Polwan Bergelar Doktor Forensik Pertama Asia Didatangkan untuk Pastikan Sebab Kematian Yusuf

person access_time 4 years ago
Polwan Bergelar Doktor Forensik Pertama Asia Didatangkan untuk Pastikan Sebab Kematian Yusuf

Kapolres Samarinda Kombes Pol Arif Budiman saat memberikan keterangan pers. (giarti ibnu lestari/kaltimkece.id)

Ragam spekulasi masih mengiringi dugaan kematian Ahmad Yusuf Ghozali. Bocah empat tahun yang hilang 16 hari sebelum ditemukan jasadnya di saluran drainase pada 8 Desember 2019.

Ditulis Oleh: Giarti Ibnu Lestari
Senin, 17 Februari 2020

kaltimkece.id Spekulasi kematian Ahmad Yusuf Ghozali karena penculikan dan jual-beli organ tubuh mencuat lagi. Namun hingga sejauh ini, polisi sama sekali belum menemukan tanda-tanda kematian karena dua hal itu.

Untuk memperkuat penyelidikan, sekaligus menganalisa kemungkinan-kemungkinan lain, didatangkan Doktor Forensik Komisaris Besar Polisi Sumy Hastry Purwanti. Perempuan 50 tahun tersebut adalah polisi wanita pertama di Indonesia, bahkan Asia, menyabet gelar doktor forensik.

Langkah itu diungkapkan kepada awak media dalam konferensi pers Senin, 17 Februari 2020, oleh Kapolresta Samarinda, Komisaris Besar Polisi Arif Budiman. Turut hadir Kepala Pusat Pelayanan Terpadu Pemberdayaan Perempuan dan Anak (P2TP2A) Samarinda, Siti Maidatul Janah, dan psikolog  Ayunda Ramadhani yang beberapa waktu terakhir mendapingi Melisari, ibunda Yusuf.

Setelah hilang 16 hari, Yusuf ditemukan di anak sungai pada 8 Desember 2019. Persisnya di Gang 3, RT 30, Jalan Antasari, Kelurahan Teluk Lerong Ilir, Samarinda Ulu. Terakhir ia terlihat adalah di tempat ia dititipkan. Yakni pada 22 November 2020 di Pendidikan Anak Usia Dini (PAUD) Jannatul Athfaal, Jalan Abdul Wahab Syahrani No 1 RT 12, Kelurahan Gunung Kelua, Kecamatan Samarinda Ulu. Selain tempat bermain dan belajar anak, PAUD Jannatul Athfaal merupakan tempat penitipan anak.

"Dalam penyidikan, kami berupaya semaksimal mungkin. Ada 15 saksi diperiksa. Hasilnya kami menahan dua tersangka. Yakni ML dan SY. Saat kejadian sedang piket mengasuh anak-anak, salah satunya Yusuf.
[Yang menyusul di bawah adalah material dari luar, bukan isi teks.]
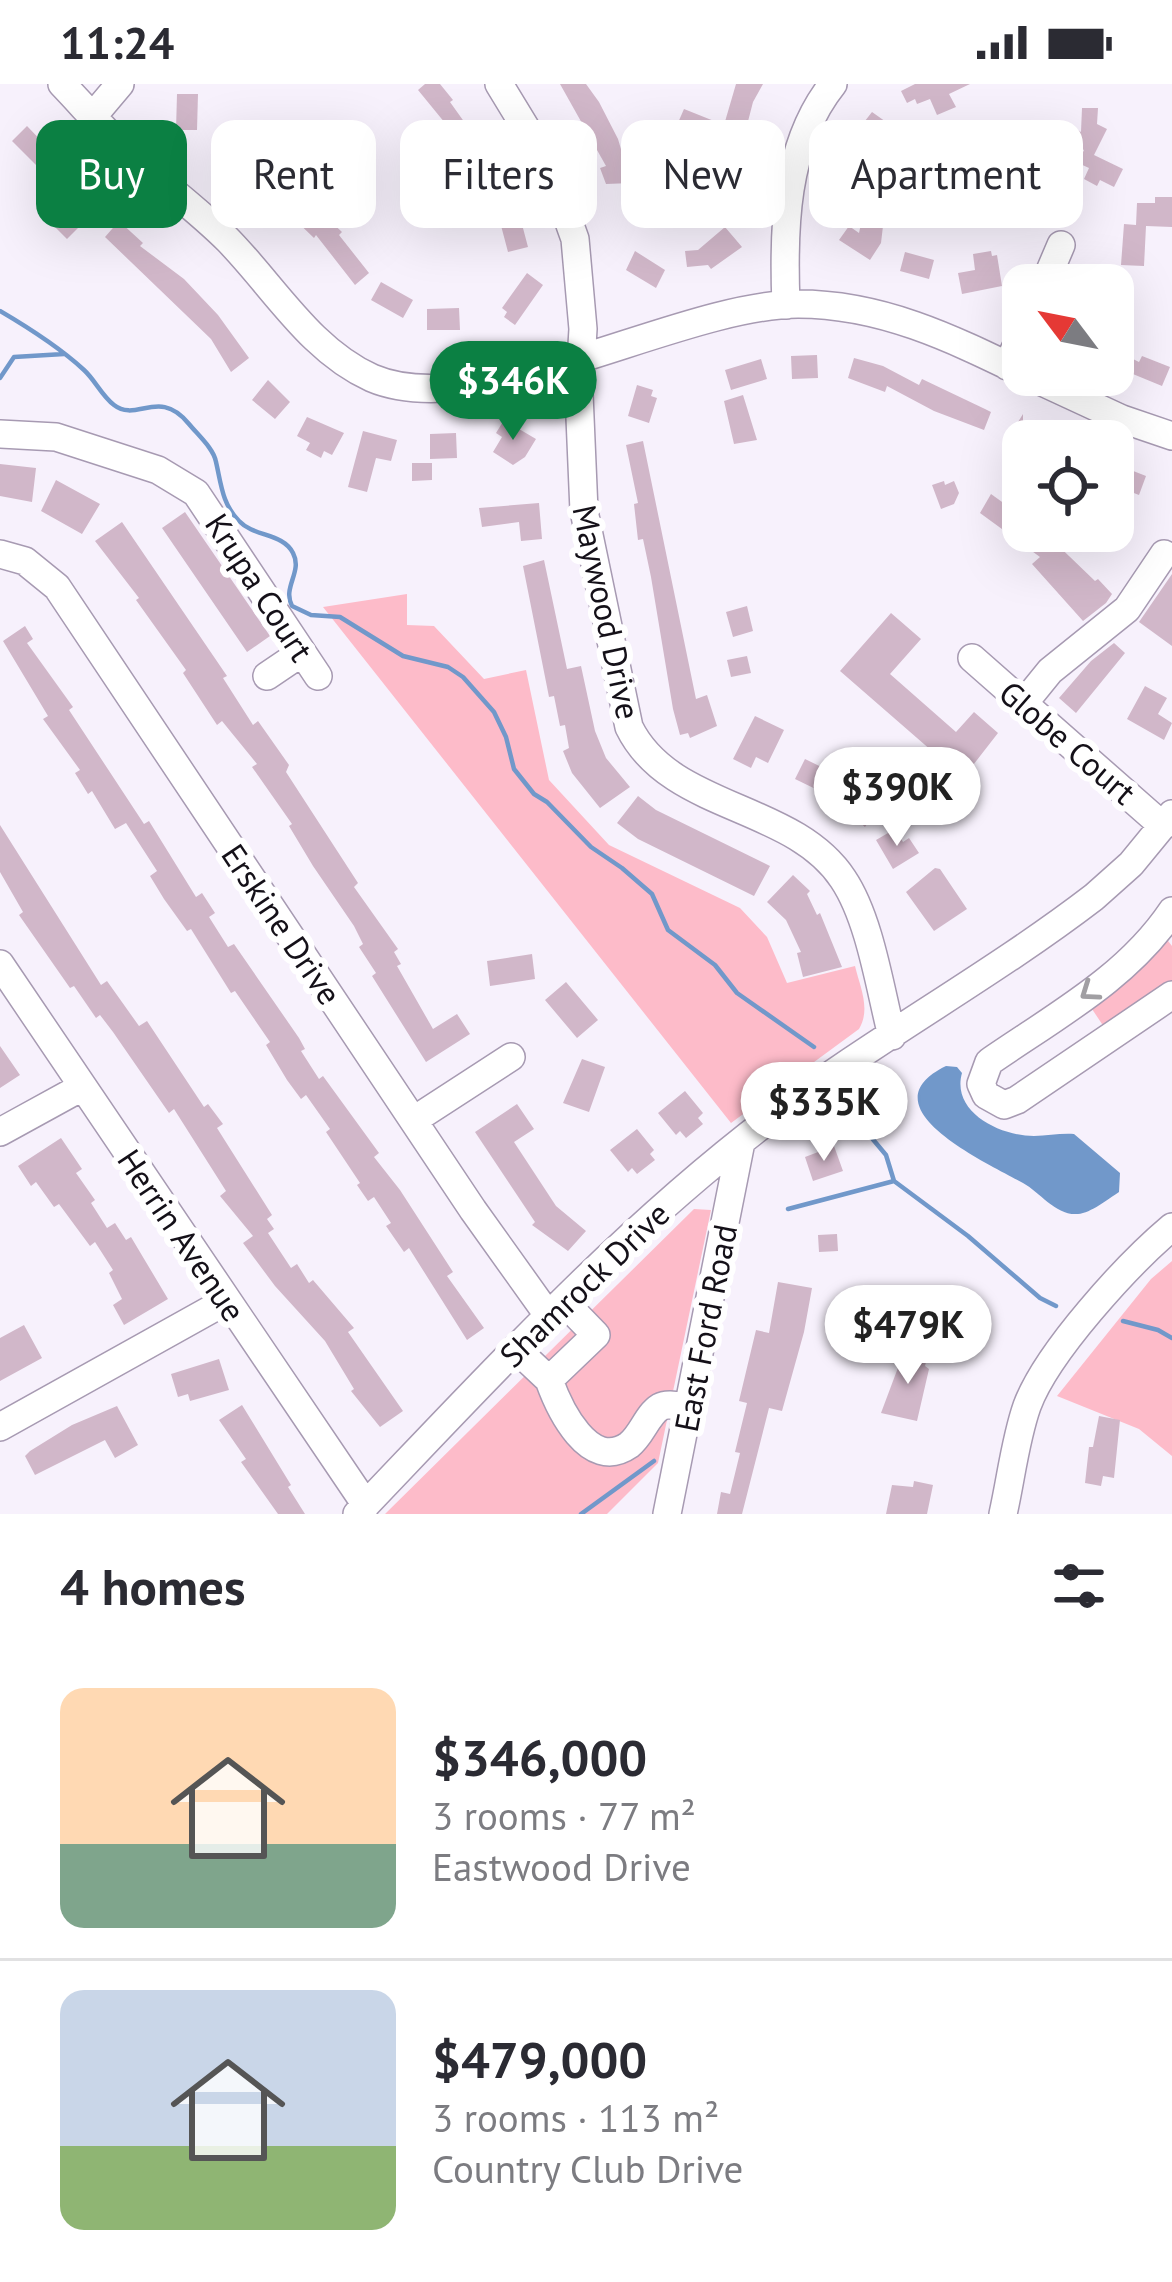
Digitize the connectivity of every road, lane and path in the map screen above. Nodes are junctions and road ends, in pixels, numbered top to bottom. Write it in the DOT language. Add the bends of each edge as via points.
graph roads {
  1 [pos="62,84"];
  2 [pos="120,84"];
  3 [pos="499,84"];
  4 [pos="833,84"];
  5 [pos="93,116"];
  6 [pos="1061,245"];
  7 [pos="1053,264"];
  8 [pos="786,305"];
  9 [pos="581,356"];
  10 [pos="1002,364"];
  11 [pos="1073,396"];
  12 [pos="0,434"];
  13 [pos="1172,436"];
  14 [pos="0,554"];
  15 [pos="1163,554"];
  16 [pos="972,658"];
  17 [pos="266,676"];
  18 [pos="1024,703"];
  19 [pos="1168,820"];
  20 [pos="1172,911"];
  21 [pos="0,964"];
  22 [pos="1172,994"];
  23 [pos="892,1036"];
  24 [pos="511,1057"];
  25 [pos="82,1087"];
  26 [pos="414,1120"];
  27 [pos="0,1132"];
  28 [pos="741,1142"];
  29 [pos="1172,1227"];
  30 [pos="226,1301"];
  31 [pos="556,1308"];
  32 [pos="516,1349"];
  33 [pos="549,1380"];
  34 [pos="688,1407"];
  35 [pos="0,1427"];
  36 [pos="361,1509"];
  37 [pos="667,1514"];
  38 [pos="1003,1514"];
  1 -- 5 [label="street"];
  2 -- 5 [label="street"];
  3 -- 9 [label="street, Maywood Drive" via="549,166 571,222"];
  4 -- 8 [label="street" via="808,122 791,185"];
  5 -- 9 [label="street" via="229,242 315,339 364,374 436,389"];
  6 -- 7 [label="street"];
  8 -- 9 [label="street"];
  8 -- 10 [label="street" via="890,316"];
  9 -- 23 [label="street, Maywood Drive" via="584,511 629,727 663,769 798,837 834,868 857,908"];
  11 -- 13 [label="street"];
  12 -- 17 [label="street, Krupa Court" via="56,437 158,470 196,493 309,664"];
  14 -- 26 [label="street, Erskine Drive" via="25,560 57,587"];
  15 -- 18 [label="street" via="1127,609 1050,671"];
  16 -- 18 [label="street, Globe Court"];
  18 -- 19 [label="street, Globe Court"];
  19 -- 23 [label="street, Shamrock Drive" via="1084,904"];
  20 -- 22 [label="street, one-way" via="1114,976 988,1062 986,1095 1004,1105 1017,1100"];
  21 -- 25 [label="street, Herrin Avenue"];
  23 -- 28 [label="street, Shamrock Drive"];
  24 -- 26 [label="street"];
  25 -- 27 [label="street"];
  25 -- 30 [label="street, Herrin Avenue"];
  26 -- 31 [label="street, Erskine Drive"];
  28 -- 31 [label="street, Shamrock Drive"];
  28 -- 34 [label="street, East Ford Road"];
  29 -- 38 [label="street" via="1115,1281 1038,1384"];
  30 -- 35 [label="street"];
  30 -- 36 [label="street, Herrin Avenue"];
  31 -- 32 [label="street, Shamrock Drive"];
  31 -- 33 [label="street, Erskine Drive" via="596,1335"];
  32 -- 33 [label="street"];
  32 -- 36 [label="street, Shamrock Drive"];
  33 -- 34 [label="street" via="566,1420 604,1450 632,1442 664,1404"];
  34 -- 37 [label="street, East Ford Road"];
}
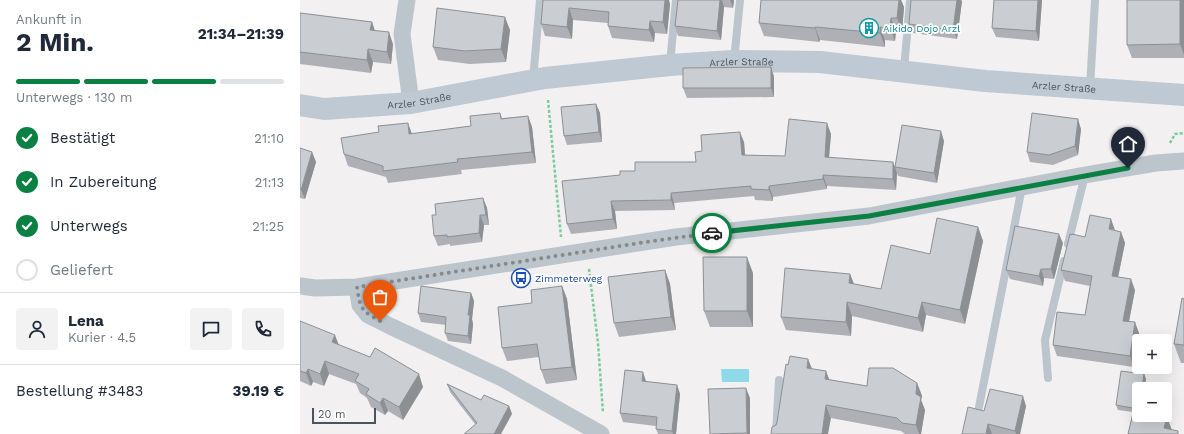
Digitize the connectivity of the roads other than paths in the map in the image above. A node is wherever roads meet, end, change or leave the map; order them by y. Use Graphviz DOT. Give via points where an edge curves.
graph roads {
  1 [pos="407,0"];
  2 [pos="540,0"];
  3 [pos="676,0"];
  4 [pos="740,0"];
  5 [pos="910,0"];
  6 [pos="1095,0"];
  7 [pos="734,61"];
  8 [pos="670,65"];
  9 [pos="903,71"];
  10 [pos="532,81"];
  11 [pos="1090,88"];
  12 [pos="1184,95"];
  13 [pos="411,104"];
  14 [pos="300,105"];
  15 [pos="1184,161"];
  16 [pos="1085,175"];
  17 [pos="1022,187"];
  18 [pos="300,286"];
  19 [pos="357,287"];
  20 [pos="1048,378"];
  21 [pos="779,380"];
  22 [pos="979,407"];
  23 [pos="602,426"];
  24 [pos="776,434"];
  1 -- 13 [label="street" via="402,34"];
  2 -- 10 [label="lane"];
  3 -- 8 [label="lane"];
  4 -- 7 [label="lane"];
  5 -- 9 [label="lane"];
  6 -- 11 [label="lane"];
  7 -- 8 [label="main road, Arzler Straße"];
  7 -- 9 [label="main road, Arzler Straße" via="820,62"];
  8 -- 10 [label="main road, Arzler Straße"];
  9 -- 11 [label="main road, Arzler Straße" via="985,81"];
  10 -- 13 [label="main road, Arzler Straße"];
  11 -- 12 [label="main road, Arzler Straße"];
  13 -- 14 [label="main road, Arzler Straße" via="324,109"];
  15 -- 16 [label="street"];
  16 -- 17 [label="street"];
  16 -- 20 [label="lane" via="1046,340"];
  17 -- 19 [label="street" via="869,216 676,237"];
  17 -- 22 [label="lane"];
  18 -- 19 [label="street"];
  19 -- 23 [label="street" via="360,305 368,315"];
  21 -- 24 [label="lane"];
}
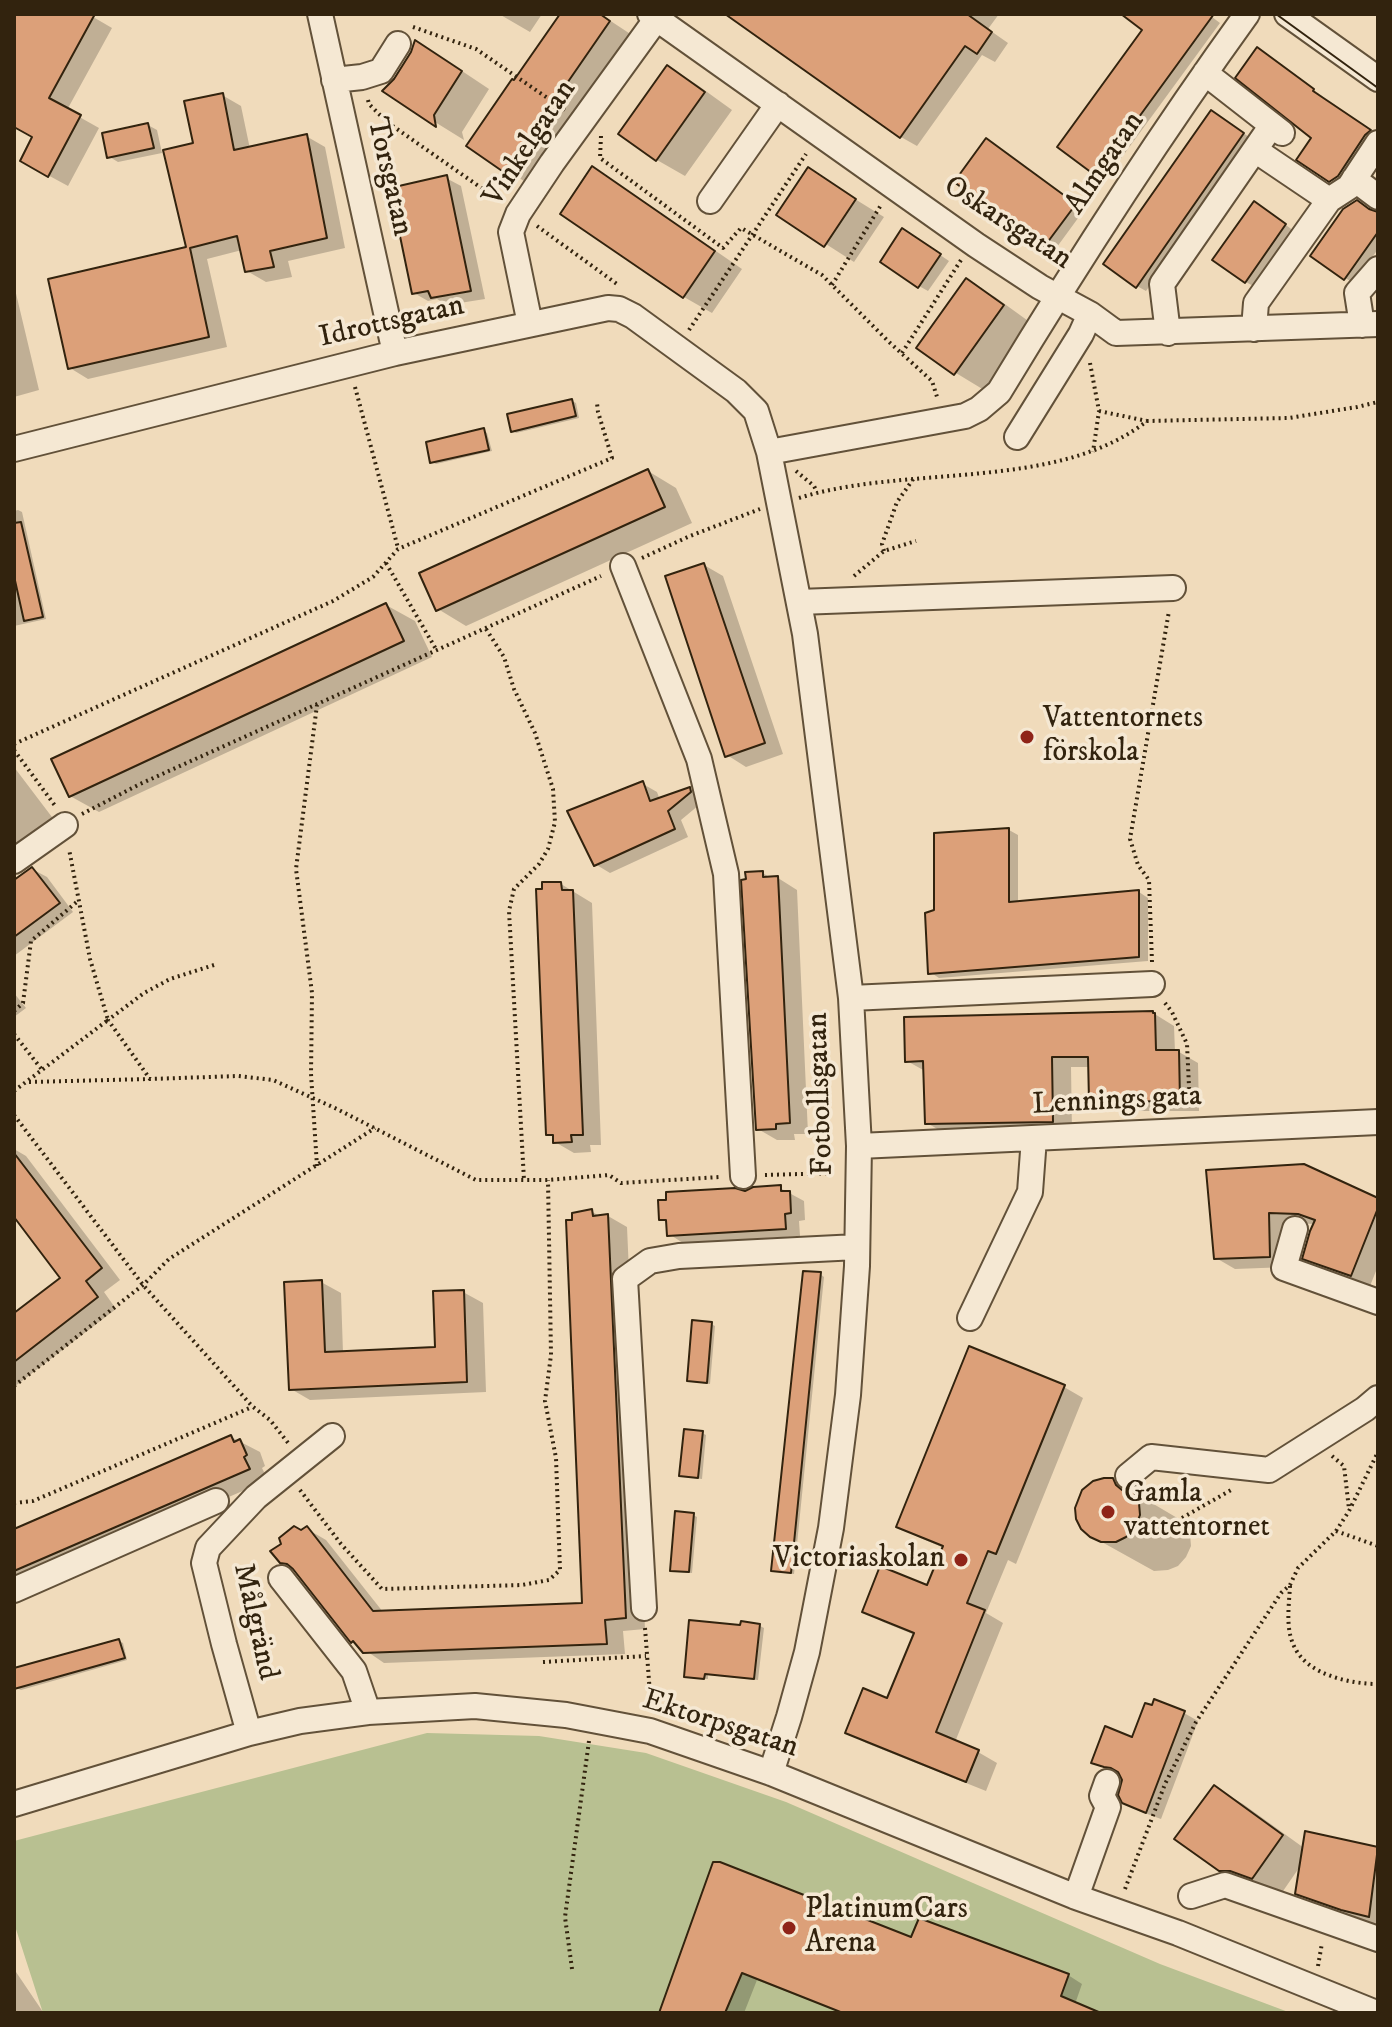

Saat ini keduanya ditahan di Tahanan Polresta Samarinda," jelas Arif.

Menelusuri penyebab kematian Yusuf, kepolisian berkoordinasi dengan dokter spesialis forensik RSUD Abdul Wahab Sjahranie, dokter Kristina Uli Gultom. Hasilnya, tidak ditemukan unsur kekerasan di tubuh anak empat tahun itu.

"Apabila ada bukti baru terkait dugaan anak ini diculik dan diambil organ tubuhnya, kami tidak akan menutup diri untuk melanjutkan kasus ini. Namun fakta saat ini, ananda Yusuf ditemukan hanyut di sungai selama 16 hari," jelas perwira berpangkat melati tiga itu.

Untuk memperkuat penyidikan, Polresta Samarinda melakukan pemeriksaan tambahan dengan menghadirkan doktor forensik dari Mabes Polri. Yakni Komisaris Besar Polisi Sumy Hastry Purwanti. "Selasa, 18 Februari 2020, kami akan lakukan pembongkaran makam ananda Ahmad Yusuf Ghozali. Untuk mengetahui cara dan penyebab kematiannya. Ini sebagai second opinion,” terang Kapolres “Dokter forensik di sini sudah memastikan tidak ada tanda-tanda kekerasan. Namun untuk lebih mendalam lagi, kami panggil dokter forensik dari Mabes Polri," tambah Arif Budiman.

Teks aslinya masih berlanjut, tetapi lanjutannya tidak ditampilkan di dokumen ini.